As I’ve mentioned in earlier posts, I’ve been having issues with my back.  On the morning of April 11, I woke up with a terrible back ache.  Figuring I had just slept wrong, I popped some extra strength Ibuprofen and went to work.  It was agony to sit in the chair, though, so I went home early.  I ended up being (for all practical purposes) bedridden for a week.  It got to the point where my husband had to help me stand.  Plans for a Holy Saturday dinner were canceled and I was just grateful I was able to go to church for Easter.

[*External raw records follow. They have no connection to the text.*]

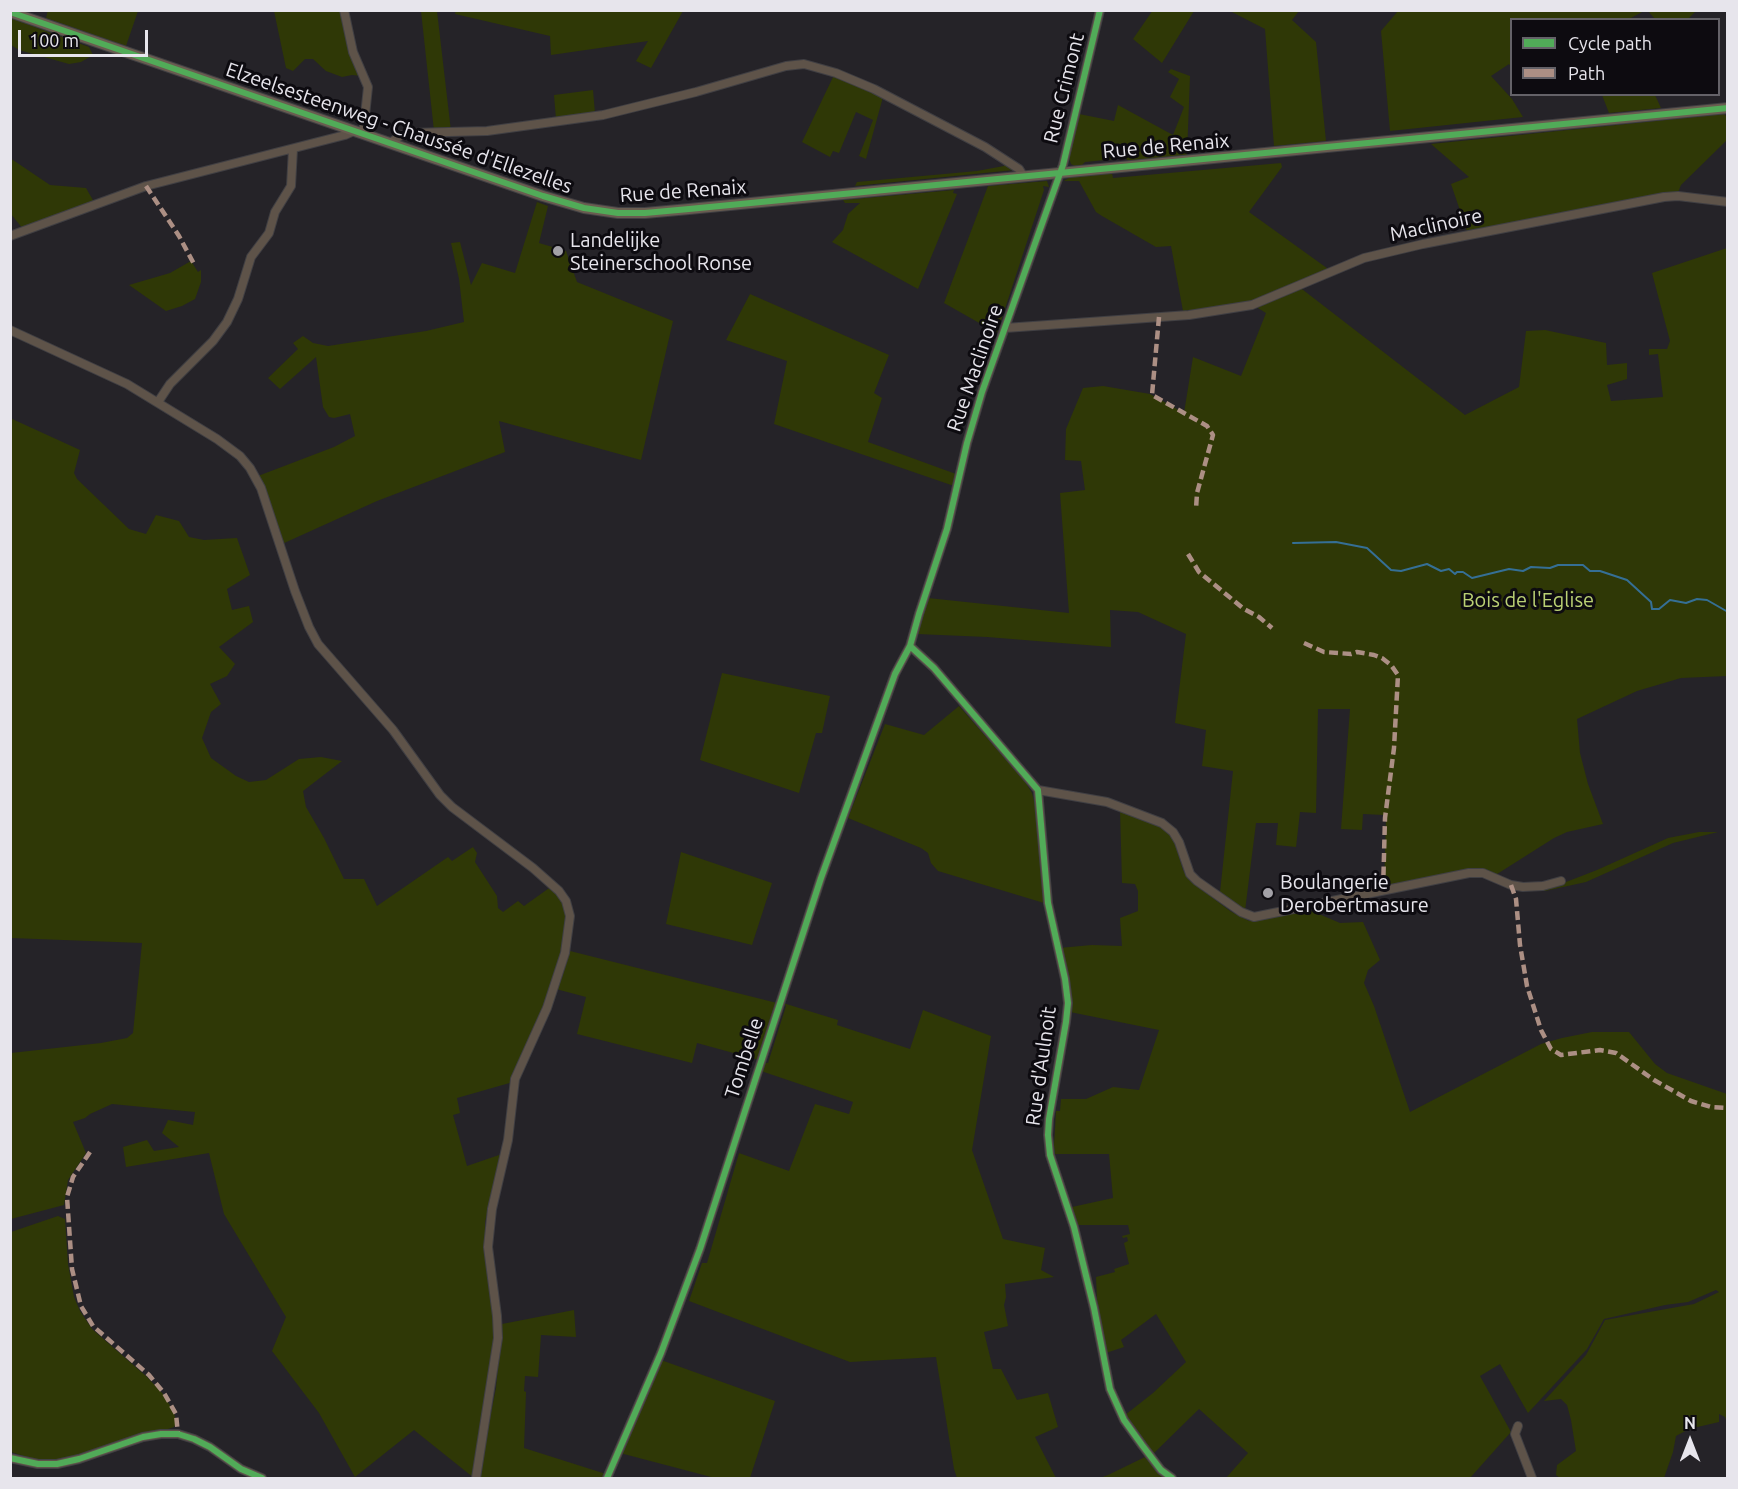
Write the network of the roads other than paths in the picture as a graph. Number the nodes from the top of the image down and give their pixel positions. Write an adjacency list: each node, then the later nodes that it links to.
1 (344, 10): 5 (street)
2 (1100, 10): 8 (street, Rue Crimont)
3 (10, 12): 5 (main road, Elzeelsesteenweg - Chaussée d'Ellezelles)
4 (1728, 108): 8 (main road, Rue de Renaix)
5 (358, 132): 6 (main road, Elzeelsesteenweg - Chaussée d'Ellezelles); 7 (street)
6 (390, 143): 9 (street); 11 (main road, Elzeelsesteenweg - Chaussée d'Ellezelles)
7 (293, 149): 12 (street); 16 (street)
8 (1060, 173): 9 (main road, Rue de Renaix); 14 (street, Rue Maclinoire)
9 (1024, 177): 11 (main road, Rue de Renaix)
10 (1728, 202): 13 (street, Maclinoire)
11 (608, 212)
12 (10, 236)
13 (1158, 317): 14 (street, Rue Maclinoire)
14 (1005, 328): 17 (street, Rue Maclinoire)
15 (10, 330): 16 (street)
16 (158, 402): 23 (street)
17 (910, 646): 18 (street); 24 (street, Tombelle)
18 (1038, 790): 19 (street); 25 (street, Rue d'Aulnoit)
19 (1561, 881)
20 (1518, 1426): 26 (street)
21 (10, 1458): 22 (street)
22 (262, 1479)
23 (476, 1479)
24 (607, 1479)
25 (1172, 1479)
26 (1533, 1479)

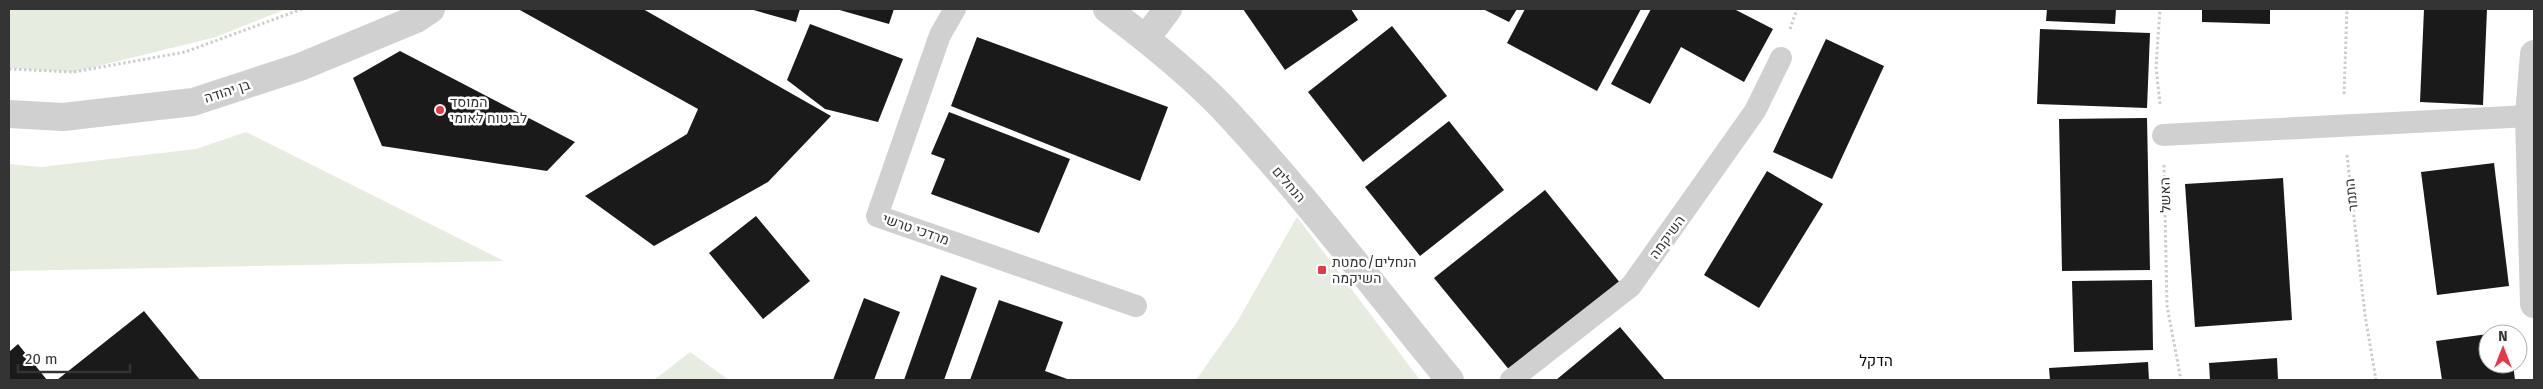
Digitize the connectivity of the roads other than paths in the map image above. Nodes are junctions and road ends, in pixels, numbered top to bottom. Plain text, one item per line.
1 (431, 9) edge
2 (956, 9) edge
3 (1107, 9) edge
4 (1168, 9) edge
5 (1146, 38) junction
6 (2534, 54) edge
7 (1781, 58) dead end
8 (9, 114) edge
9 (2529, 116) junction
10 (2162, 135) road end
11 (2534, 304) edge
12 (1136, 306) dead end
13 (1450, 380) edge
14 (1511, 380) edge

1 - 8 street, בן יהודה
2 - 12 lane, מרדכי טרשי
3 - 5 street, הנחלים
4 - 5 street
5 - 13 street, הנחלים
6 - 9 street
7 - 14 lane, השיקמה
9 - 10 lane
9 - 11 street

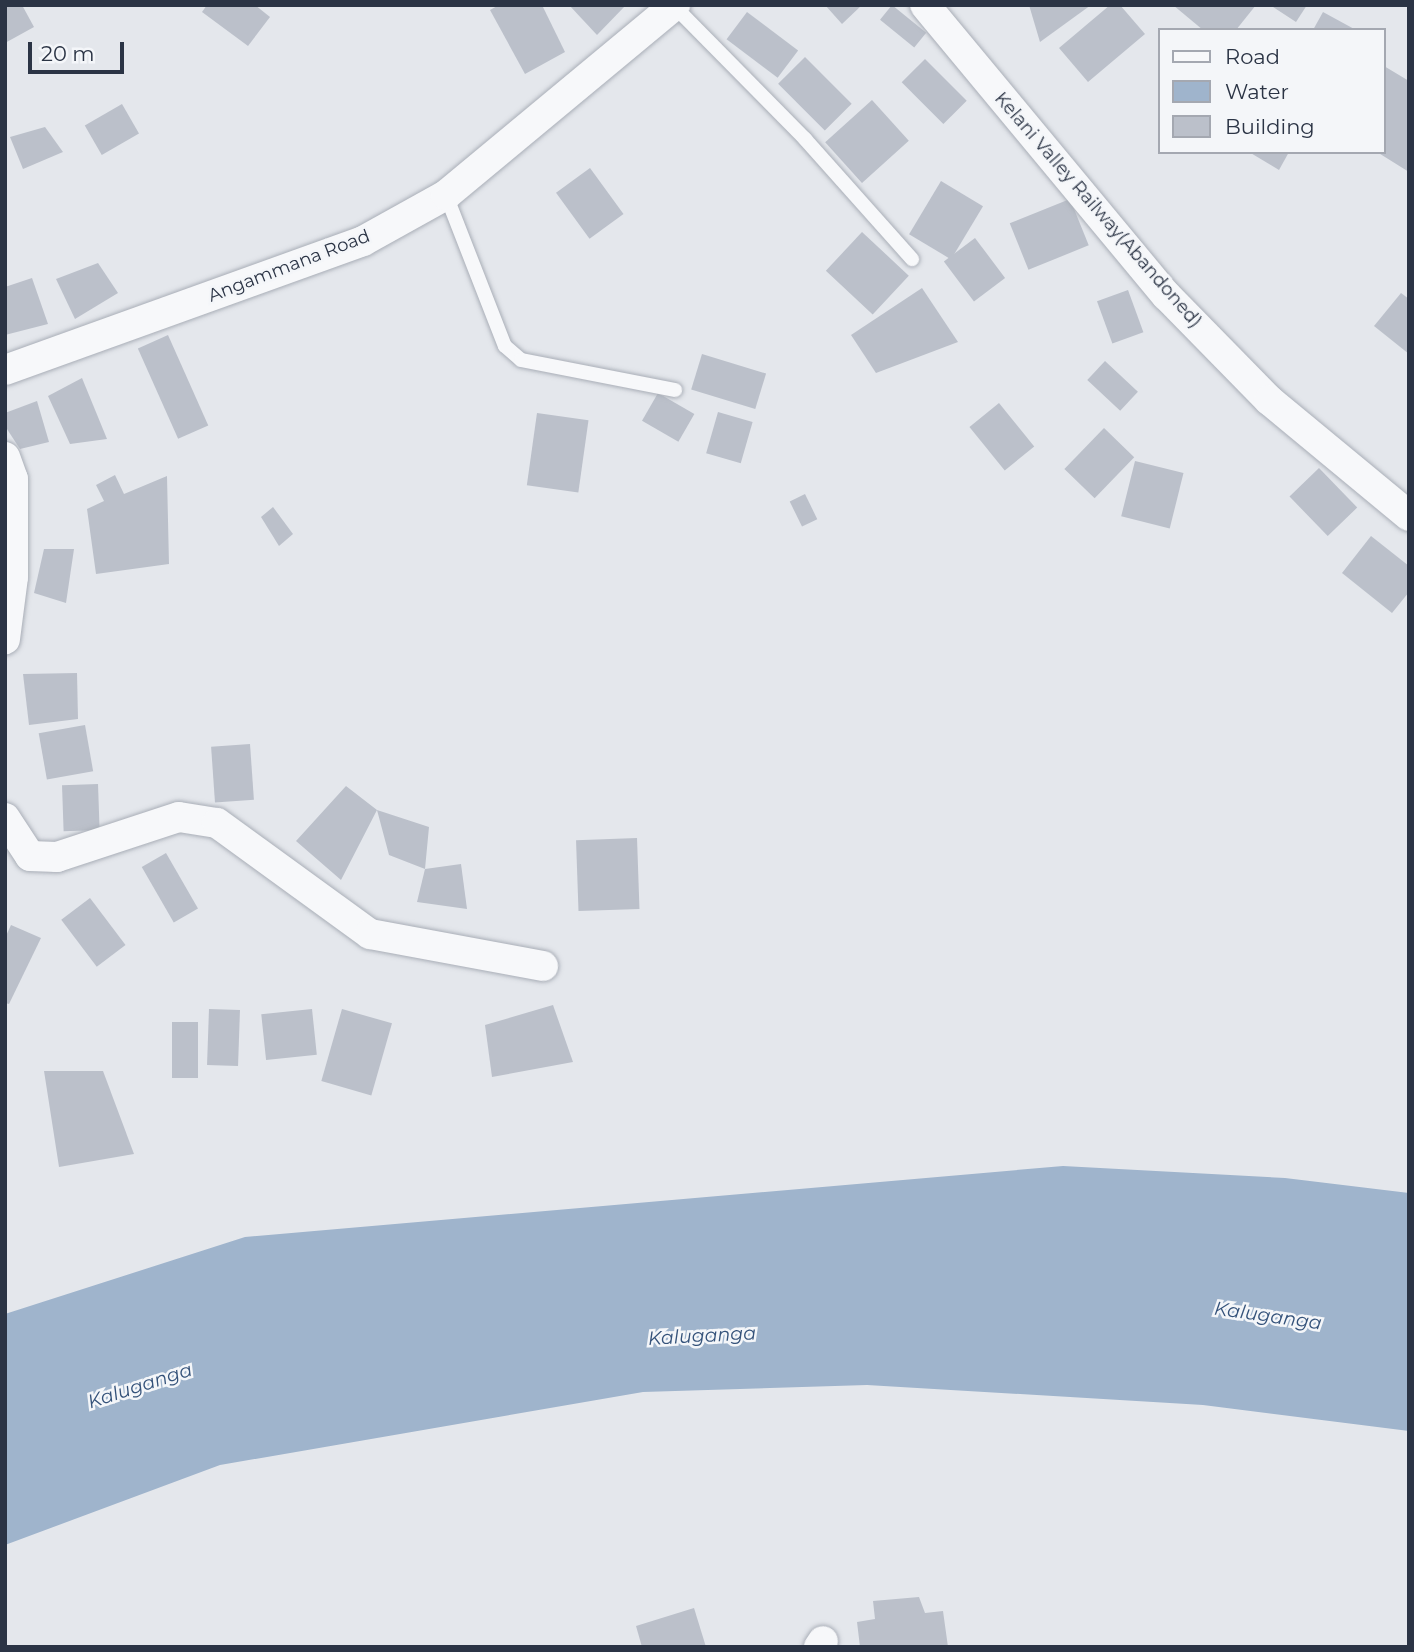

Pain is not unusual in my family.  My mother had severe carpal tunnel from her days as a waitress, as well as pain from her lower back, which I later learned was caused by a deformed L5 vertebrae, a condition that runs in her family.  My father broke his back and had to have five surgeries.  The surgeries were stopped when, after the fifth, he almost didn’t wake up from the anesthesia.  He was in pain for the majority of his life.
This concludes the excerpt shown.